On January 29, 1932, he became a member of the second ministerial cabinet of the Sánchez Cerro government as the Minister of Development and Public Works. Along with his colleagues Carlos Sayán Álvarez (Minister of Justice and Instruction) and Luis A. Flores (Minister of Government), he was among the youngest ministers within the Peruvian government to that date. He remained in this role until the 19th of May that year.

In 1939 he was elected senator of Arequipa (1939-1945). He presented the bill which established national awards for the promotion of culture (Law 9614). He also authored the original 1920 Code of Minors (Código de Menores), the law that governed juvenile criminal law in Peru until its re-writing in 1962, and the 1932 Law 7505, regarding workers rights and protections.

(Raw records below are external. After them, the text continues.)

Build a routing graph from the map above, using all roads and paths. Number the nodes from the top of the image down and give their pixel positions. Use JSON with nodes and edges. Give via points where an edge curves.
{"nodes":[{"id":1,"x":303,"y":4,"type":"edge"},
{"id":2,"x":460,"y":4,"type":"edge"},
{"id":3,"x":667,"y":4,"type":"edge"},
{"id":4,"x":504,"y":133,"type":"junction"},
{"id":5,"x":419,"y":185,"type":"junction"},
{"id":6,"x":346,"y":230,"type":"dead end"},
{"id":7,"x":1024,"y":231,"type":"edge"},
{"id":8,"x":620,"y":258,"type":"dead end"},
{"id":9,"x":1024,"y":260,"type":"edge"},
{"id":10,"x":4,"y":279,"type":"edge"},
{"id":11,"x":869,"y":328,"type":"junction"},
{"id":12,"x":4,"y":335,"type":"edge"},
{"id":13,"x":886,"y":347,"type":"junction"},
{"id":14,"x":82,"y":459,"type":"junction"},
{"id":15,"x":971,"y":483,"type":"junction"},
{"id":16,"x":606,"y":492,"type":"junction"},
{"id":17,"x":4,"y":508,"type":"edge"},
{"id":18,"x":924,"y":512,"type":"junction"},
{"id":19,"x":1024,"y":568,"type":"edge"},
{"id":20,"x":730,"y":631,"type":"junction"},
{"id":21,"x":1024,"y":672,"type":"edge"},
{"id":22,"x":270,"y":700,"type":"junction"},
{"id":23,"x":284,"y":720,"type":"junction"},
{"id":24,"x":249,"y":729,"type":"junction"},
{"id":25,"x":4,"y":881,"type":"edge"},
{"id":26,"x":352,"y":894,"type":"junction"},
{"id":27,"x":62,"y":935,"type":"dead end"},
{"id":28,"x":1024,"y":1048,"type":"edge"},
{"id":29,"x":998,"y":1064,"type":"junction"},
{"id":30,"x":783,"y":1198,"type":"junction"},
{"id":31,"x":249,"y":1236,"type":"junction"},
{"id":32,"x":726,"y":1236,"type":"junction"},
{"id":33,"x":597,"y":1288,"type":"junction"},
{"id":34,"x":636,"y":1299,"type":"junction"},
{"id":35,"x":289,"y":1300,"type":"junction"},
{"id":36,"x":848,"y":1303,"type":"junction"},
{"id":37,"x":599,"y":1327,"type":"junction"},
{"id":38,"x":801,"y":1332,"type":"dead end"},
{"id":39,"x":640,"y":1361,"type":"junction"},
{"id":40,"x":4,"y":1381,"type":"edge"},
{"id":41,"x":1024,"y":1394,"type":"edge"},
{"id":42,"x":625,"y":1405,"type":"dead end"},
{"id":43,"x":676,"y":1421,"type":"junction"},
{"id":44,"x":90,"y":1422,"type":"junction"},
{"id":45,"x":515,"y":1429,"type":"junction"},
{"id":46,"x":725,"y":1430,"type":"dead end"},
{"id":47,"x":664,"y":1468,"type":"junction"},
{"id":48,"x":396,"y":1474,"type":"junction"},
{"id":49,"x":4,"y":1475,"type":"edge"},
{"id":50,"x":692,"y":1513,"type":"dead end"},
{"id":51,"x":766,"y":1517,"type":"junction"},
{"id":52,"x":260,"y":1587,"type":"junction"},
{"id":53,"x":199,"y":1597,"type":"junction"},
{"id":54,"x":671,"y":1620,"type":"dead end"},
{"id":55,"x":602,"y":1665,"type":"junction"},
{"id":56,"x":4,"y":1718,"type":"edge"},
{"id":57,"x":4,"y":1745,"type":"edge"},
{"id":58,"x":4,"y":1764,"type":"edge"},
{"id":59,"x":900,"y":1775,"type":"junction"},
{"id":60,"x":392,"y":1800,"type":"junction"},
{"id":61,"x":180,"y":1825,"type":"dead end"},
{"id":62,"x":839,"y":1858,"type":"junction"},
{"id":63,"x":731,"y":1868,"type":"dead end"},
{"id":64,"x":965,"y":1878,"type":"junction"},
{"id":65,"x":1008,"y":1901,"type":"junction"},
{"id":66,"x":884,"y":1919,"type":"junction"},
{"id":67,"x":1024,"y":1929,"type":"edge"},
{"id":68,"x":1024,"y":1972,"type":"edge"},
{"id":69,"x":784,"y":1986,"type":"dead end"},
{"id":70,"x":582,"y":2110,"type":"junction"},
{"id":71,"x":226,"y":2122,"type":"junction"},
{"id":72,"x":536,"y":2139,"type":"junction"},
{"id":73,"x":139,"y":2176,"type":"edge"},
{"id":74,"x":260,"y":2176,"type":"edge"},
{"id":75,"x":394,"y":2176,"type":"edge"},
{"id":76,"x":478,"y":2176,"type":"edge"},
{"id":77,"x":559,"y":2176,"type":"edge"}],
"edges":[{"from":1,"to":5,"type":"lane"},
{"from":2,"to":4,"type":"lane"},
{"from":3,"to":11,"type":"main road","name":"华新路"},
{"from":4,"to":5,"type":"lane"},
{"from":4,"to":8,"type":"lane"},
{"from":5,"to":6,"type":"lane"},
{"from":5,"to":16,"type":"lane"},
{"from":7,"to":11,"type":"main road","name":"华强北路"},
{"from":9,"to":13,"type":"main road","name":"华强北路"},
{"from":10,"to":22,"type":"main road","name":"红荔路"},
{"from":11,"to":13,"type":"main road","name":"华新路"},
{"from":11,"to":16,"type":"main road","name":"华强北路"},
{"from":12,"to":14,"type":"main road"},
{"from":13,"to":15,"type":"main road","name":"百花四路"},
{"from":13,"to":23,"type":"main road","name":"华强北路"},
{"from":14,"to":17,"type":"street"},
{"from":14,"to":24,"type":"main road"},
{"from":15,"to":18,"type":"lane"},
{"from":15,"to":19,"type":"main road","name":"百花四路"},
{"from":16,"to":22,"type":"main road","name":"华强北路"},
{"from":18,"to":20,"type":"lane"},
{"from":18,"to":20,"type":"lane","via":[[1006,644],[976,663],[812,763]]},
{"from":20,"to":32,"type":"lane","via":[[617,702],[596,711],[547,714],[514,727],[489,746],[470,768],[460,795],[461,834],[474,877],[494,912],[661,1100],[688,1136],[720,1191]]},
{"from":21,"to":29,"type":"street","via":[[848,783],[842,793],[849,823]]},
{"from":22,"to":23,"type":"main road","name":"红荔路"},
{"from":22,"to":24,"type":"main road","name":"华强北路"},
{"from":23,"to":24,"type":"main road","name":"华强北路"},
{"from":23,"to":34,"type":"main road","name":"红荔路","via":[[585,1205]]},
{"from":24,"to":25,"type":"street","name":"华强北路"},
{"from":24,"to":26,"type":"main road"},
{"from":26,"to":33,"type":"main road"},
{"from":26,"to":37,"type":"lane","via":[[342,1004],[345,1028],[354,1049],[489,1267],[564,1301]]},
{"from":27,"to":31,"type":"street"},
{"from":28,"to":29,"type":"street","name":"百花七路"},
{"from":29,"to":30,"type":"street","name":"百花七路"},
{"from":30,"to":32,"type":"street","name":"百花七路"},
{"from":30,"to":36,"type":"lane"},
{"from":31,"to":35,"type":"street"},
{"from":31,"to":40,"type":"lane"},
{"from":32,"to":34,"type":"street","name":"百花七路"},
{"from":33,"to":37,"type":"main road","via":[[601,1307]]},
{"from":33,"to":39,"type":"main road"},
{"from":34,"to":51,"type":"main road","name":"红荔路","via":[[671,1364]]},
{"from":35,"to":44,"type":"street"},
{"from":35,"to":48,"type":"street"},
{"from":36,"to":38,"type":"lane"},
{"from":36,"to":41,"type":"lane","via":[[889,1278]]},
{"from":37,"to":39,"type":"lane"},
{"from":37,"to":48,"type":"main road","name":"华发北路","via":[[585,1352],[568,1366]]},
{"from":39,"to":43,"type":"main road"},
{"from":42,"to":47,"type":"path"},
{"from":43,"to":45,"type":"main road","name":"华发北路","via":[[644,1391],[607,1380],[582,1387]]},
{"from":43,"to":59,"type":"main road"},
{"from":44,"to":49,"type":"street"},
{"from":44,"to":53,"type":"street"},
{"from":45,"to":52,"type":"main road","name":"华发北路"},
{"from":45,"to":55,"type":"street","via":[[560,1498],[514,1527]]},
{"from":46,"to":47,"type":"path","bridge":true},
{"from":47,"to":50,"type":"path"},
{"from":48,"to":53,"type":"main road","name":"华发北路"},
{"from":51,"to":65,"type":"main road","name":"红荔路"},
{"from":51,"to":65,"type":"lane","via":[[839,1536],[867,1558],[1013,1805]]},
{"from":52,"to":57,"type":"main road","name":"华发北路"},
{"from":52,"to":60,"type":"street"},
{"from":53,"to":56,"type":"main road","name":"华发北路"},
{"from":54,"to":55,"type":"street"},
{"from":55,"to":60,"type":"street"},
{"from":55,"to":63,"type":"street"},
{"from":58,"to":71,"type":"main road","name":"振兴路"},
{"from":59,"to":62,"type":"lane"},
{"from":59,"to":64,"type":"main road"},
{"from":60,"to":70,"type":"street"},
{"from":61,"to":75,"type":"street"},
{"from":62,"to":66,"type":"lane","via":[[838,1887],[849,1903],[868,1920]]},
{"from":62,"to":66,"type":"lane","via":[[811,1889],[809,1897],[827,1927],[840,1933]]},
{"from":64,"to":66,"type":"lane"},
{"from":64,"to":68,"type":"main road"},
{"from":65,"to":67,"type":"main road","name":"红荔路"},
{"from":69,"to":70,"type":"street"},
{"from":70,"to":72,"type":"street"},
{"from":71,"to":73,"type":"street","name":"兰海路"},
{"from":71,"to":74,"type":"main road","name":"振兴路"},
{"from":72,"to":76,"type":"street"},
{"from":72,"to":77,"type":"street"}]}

== Interest in the Amazon ==
Lozada Benavente had a personal interest in the cultures and legends of the peoples native to the Amazon. He explored these topics in some of his works, the most well-known being Leyendas amazónicas, where he detailed information he collected both directly from indigenous people and historical record.

== Published Works ==

- Simón Rodríguez, (1919), a historical essay.
- Criminología, (1920).
- Policía judicial científica, (1921).
- Dos dictaduras, (1933).
- Partido Social Nacionalista (1935).
- Vaivenes de la política, (1938), which contains descriptions of Luis Sánchez Cerro.
- Mi homenaje a Arequipa, (1940), a historical essay.
- Leyendas amazónicas, (1942).
- Nuestro Partido, (1944).
- Discursos, (1945).
- Código de menores, (1945).
- Tramontando. Ideario íntimo, (1965).

=== 2018 exhibit ===
In 2018, one of Lozada Benavente's works, Leyendas amazónicas, was featured in a temporary exhibition at the House of Peruvian Literature in Lima, Peru. The exhibition, titled The House Without a Door: Amazonian Literature (1940-1980) (La casa sin puerta. Literatura amazónica (1940-1980)), featured works of immense literary value and was open to the public without charge from July to December 2018.